How is the Higher Education Sector Responding to the Forthcoming Cookie Legislation?
Posted by Brian Kelly on 16 April 2012
A post published in February recommended Next Steps In Addressing Forthcoming Cookie Legislation and described how the sector can benefit by sharing approaches on how institutions are responding to the cookie legislation, which comes into force on 26 May.
In order to help identify the ways in which institutions are advising visitors to their web sites on institutional policies on cookie usage a summary of interesting highlights from privacy policies provided by Russell Group Universities (which were surveyed in a post on Privacy Settings For UK Russell Group University Home Pages published in May 2011) together with a number of other universities who provided institutional details to a Google Spreadsheet on UK HEI Privacy Policies is given in the following table.

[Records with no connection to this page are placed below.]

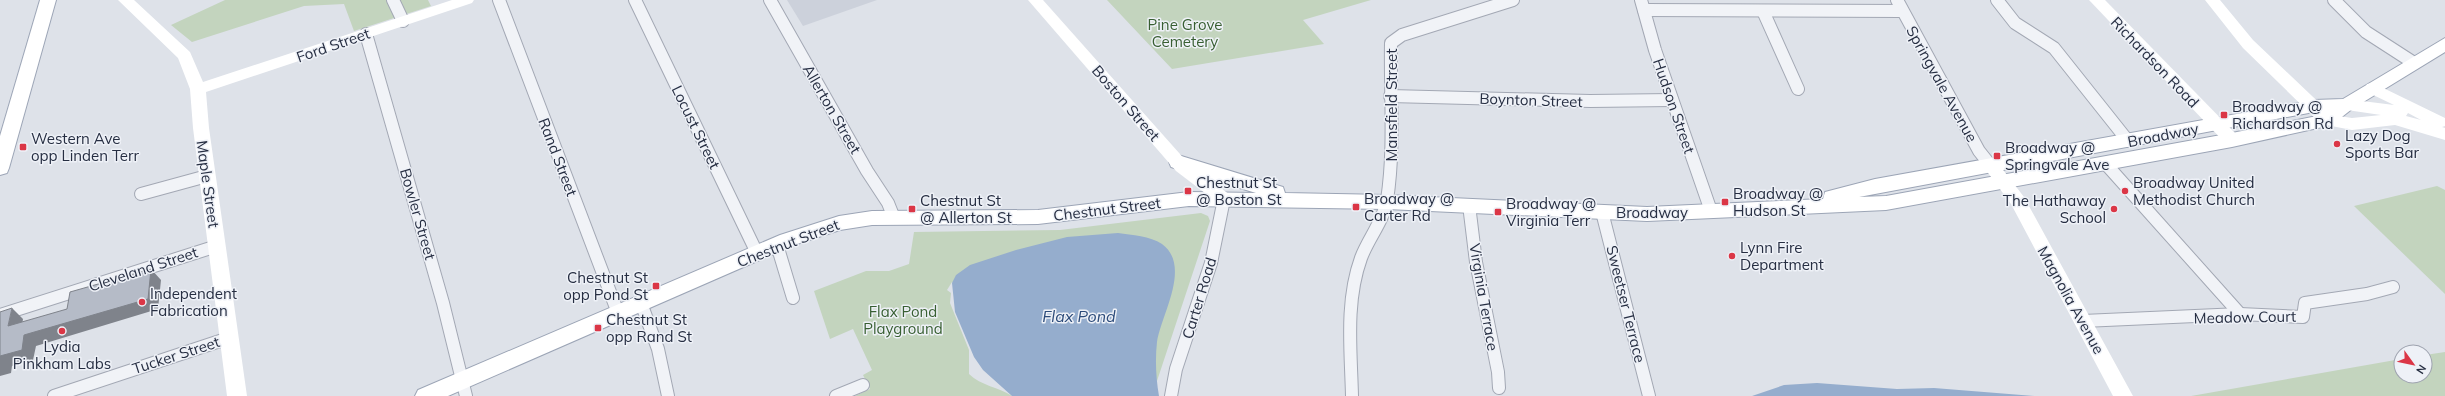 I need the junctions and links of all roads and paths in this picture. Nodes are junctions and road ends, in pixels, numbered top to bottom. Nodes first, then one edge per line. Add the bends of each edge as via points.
1 (48, 0) edge
2 (125, 0) edge
3 (393, 0) edge
4 (467, 0) edge
5 (499, 0) edge
6 (635, 0) edge
7 (770, 0) edge
8 (1035, 0) edge
9 (1513, 0) edge
10 (1897, 0) edge
11 (1997, 0) edge
12 (2096, 0) edge
13 (2212, 0) edge
14 (2334, 0) edge
15 (1642, 5) edge
16 (1763, 11) junction
17 (1902, 11) junction
18 (403, 21) junction
19 (366, 34) junction
20 (2445, 44) edge
21 (2414, 63) junction
22 (2373, 88) junction
23 (1798, 89) dead end
24 (198, 90) junction
25 (1390, 96) junction
26 (1672, 100) junction
27 (2346, 105) junction
28 (2314, 106) junction
29 (2327, 120) junction
30 (2217, 124) junction
31 (2445, 126) edge
32 (2445, 134) edge
33 (2232, 140) junction
34 (2128, 141) junction
35 (4, 143) edge
36 (1178, 162) junction
37 (2105, 163) junction
38 (1991, 166) junction
39 (0, 168) edge
40 (207, 176) junction
41 (2003, 182) junction
42 (141, 194) dead end
43 (1224, 199) junction
44 (1309, 200) junction
45 (1387, 202) junction
46 (1469, 205) junction
47 (1792, 207) junction
48 (1711, 211) junction
49 (1602, 212) junction
50 (894, 218) junction
51 (777, 245) junction
52 (217, 246) junction
53 (757, 253) junction
54 (2393, 287) dead end
55 (793, 298) dead end
56 (641, 303) junction
57 (618, 313) junction
58 (2240, 314) junction
59 (0, 315) edge
60 (2083, 321) junction
61 (229, 338) junction
62 (863, 385) dead end
63 (464, 388) edge
64 (1499, 388) dead end
65 (54, 396) edge
66 (237, 396) edge
67 (426, 396) edge
68 (668, 396) edge
69 (836, 396) edge
70 (1171, 396) edge
71 (1352, 396) edge
72 (1649, 396) edge
73 (2123, 396) edge

1 - 35 main road
2 - 24 street, Maple Street via 185,56
3 - 18 street
4 - 18 street, Ford Street
5 - 57 street, Rand Street
6 - 53 street, Locust Street
7 - 50 street, Allerton Street
8 - 36 street, Boston Street
9 - 25 street, Mansfield Street via 1394,39 1390,47
10 - 17 street, Springvale Avenue
11 - 34 street via 2011,20 2054,48
12 - 30 street, Richardson Road
13 - 28 street via 2248,44
14 - 21 street via 2366,32
15 - 16 street
15 - 26 street, Hudson Street
16 - 17 street
16 - 23 street
17 - 38 street, Springvale Avenue via 1979,151
18 - 19 street, Ford Street
19 - 24 street, Ford Street
19 - 63 street, Bowler Street via 443,303
20 - 21 main road
21 - 22 main road
22 - 27 main road
22 - 31 street, Broadway
24 - 40 street, Maple Street
25 - 26 street, Boynton Street via 1590,101
25 - 45 street, Mansfield Street via 1393,142
26 - 48 street, Hudson Street
27 - 28 main road, Broadway
27 - 29 main road, Broadway
27 - 31 street, Broadway via 2398,111
28 - 29 street
28 - 30 main road, Broadway
29 - 32 street, Broadway via 2352,124 2395,119
29 - 33 main road, Broadway
30 - 33 street, Richardson Road
30 - 34 main road, Broadway
33 - 37 main road, Broadway
34 - 38 main road, Broadway
35 - 39 main road
36 - 43 street, Boston Street via 1198,181
36 - 44 main road via 1239,182
37 - 41 main road, Broadway
37 - 58 street
38 - 41 street, Magnolia Avenue
38 - 47 main road, Broadway via 1875,186
40 - 42 street
40 - 52 street, Maple Street
41 - 47 main road, Broadway via 1886,203
41 - 60 street, Magnolia Avenue via 2018,201
43 - 44 main road, Broadway
43 - 50 main road, Chestnut Street via 1176,200 1038,217
43 - 70 street, Carter Road via 1215,249 1172,379
44 - 45 main road, Broadway
45 - 46 main road, Broadway
45 - 71 street via 1361,259 1350,312
46 - 49 main road, Broadway
46 - 64 street, Virginia Terrace via 1476,262
47 - 48 main road, Broadway
48 - 49 main road, Broadway via 1647,214
49 - 72 street, Sweetser Terrace
50 - 51 main road, Chestnut Street via 839,223
51 - 53 main road, Chestnut Street
51 - 55 street
52 - 59 street, Cleveland Street
52 - 61 street, Maple Street
53 - 56 main road, Chestnut Street
54 - 58 street, Meadow Court via 2367,294 2305,303 2303,317
56 - 57 main road, Chestnut Street
56 - 68 street via 658,349
57 - 63 main road, Chestnut Street
58 - 60 street, Meadow Court
60 - 73 street, Magnolia Avenue
61 - 65 street, Tucker Street
61 - 66 street, Maple Street
62 - 69 street
63 - 67 main road, Chestnut Street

Note that the information provided in this table given below was collected on 13-16 April 2012.
|1||University of Aberdeen||Privacy statement||Y||Introduced by stating “This policy explains what information is gathered from web clients visiting the University of Aberdeen’s central web server, and how that information is used.“|
|4||Bath Spa University||Website terms and conditions of use||Y||Provides detailed information on specific cookies. Explains why Google Analytics is used and how users can opt out.|
|5||University of Birmingham||Privacy||Y||Has sections on What information is collected? and What we do with the information?|
|9||Cranfield University||Privacy||Via Legal link||Explains how “The “Cookie” allows us to track visitors through the website but does not include any personally identifiable information. With most Internet Browsers, you can erase “Cookies” from your computer hard drive, block all “Cookies”, or receive a warning before a “Cookie” is stored.“.|
|12||University of Glasgow||Privacy statement||Via link to Disclaimer||Provides an explanation of cookies and describes how they are used with Google Analytics. Describes how Google may use the information collected and explains how cookie can be disabled.|
|14||King’s College London||Privacy statement||Via link to Terms and Conditions of Use||Has sections on How do we collect information?; What information do we collect?; How do we use this information?; Do we use ‘Cookies’?; How do we protect personal information?; Will we disclose the information we collect to outside parties? and Your Consent. Has link to detailed page on Cookie use at King’s College London.|
|15||University of Leeds||Privacy statement||Y||Has sections on Purpose of this statement; Automated collection of personal information; Non-automated collection; Third-party access; Cookies; Google Analytics and Changes to this statement.|
|16||University of Liverpool||Personal information on the web||Via link to Legal, Risk & Compliance||Has sections on What information is collected, and how is it used?; Cookies (including link to All About Cookies); Security and Requests for Access.|
|20||University of Nottingham||Privacy||Y||Has sections on Information we collect; How we may use the information; Cookies; Security Access Requests and Security.|
|22||Queen’s University Belfast||-||N||-|
|25||Staffordshire University||Protecting Privacy on Data Transmission over the Internet||Via link to Legal||Has sections on What information is collected and What do we do with the information?|
|28||University of Warwick||Website terms and conditions||Y||The privacy statement explains “what types of personal information will be gathered when you visit the University of Warwick’s web site and how this information will be used. Please note that although Warwick’s web site provides links to other web sites, this policy only applies to the University’s web pages (ie. those ending in warwick.ac.uk).“|
|29||University of West of England||
|Y||Has information on What are cookies?; Which type of cookie does UWE use?; UWE cookies and personal information; Blackboard; Web metrics; Can I turn off UWE cookies? and What happens if I switch off UWE cookies?.|
Moves Towards Pragmatism
The approaches which are being taken appear to reflect the pragmatic guidance which has been provided recently.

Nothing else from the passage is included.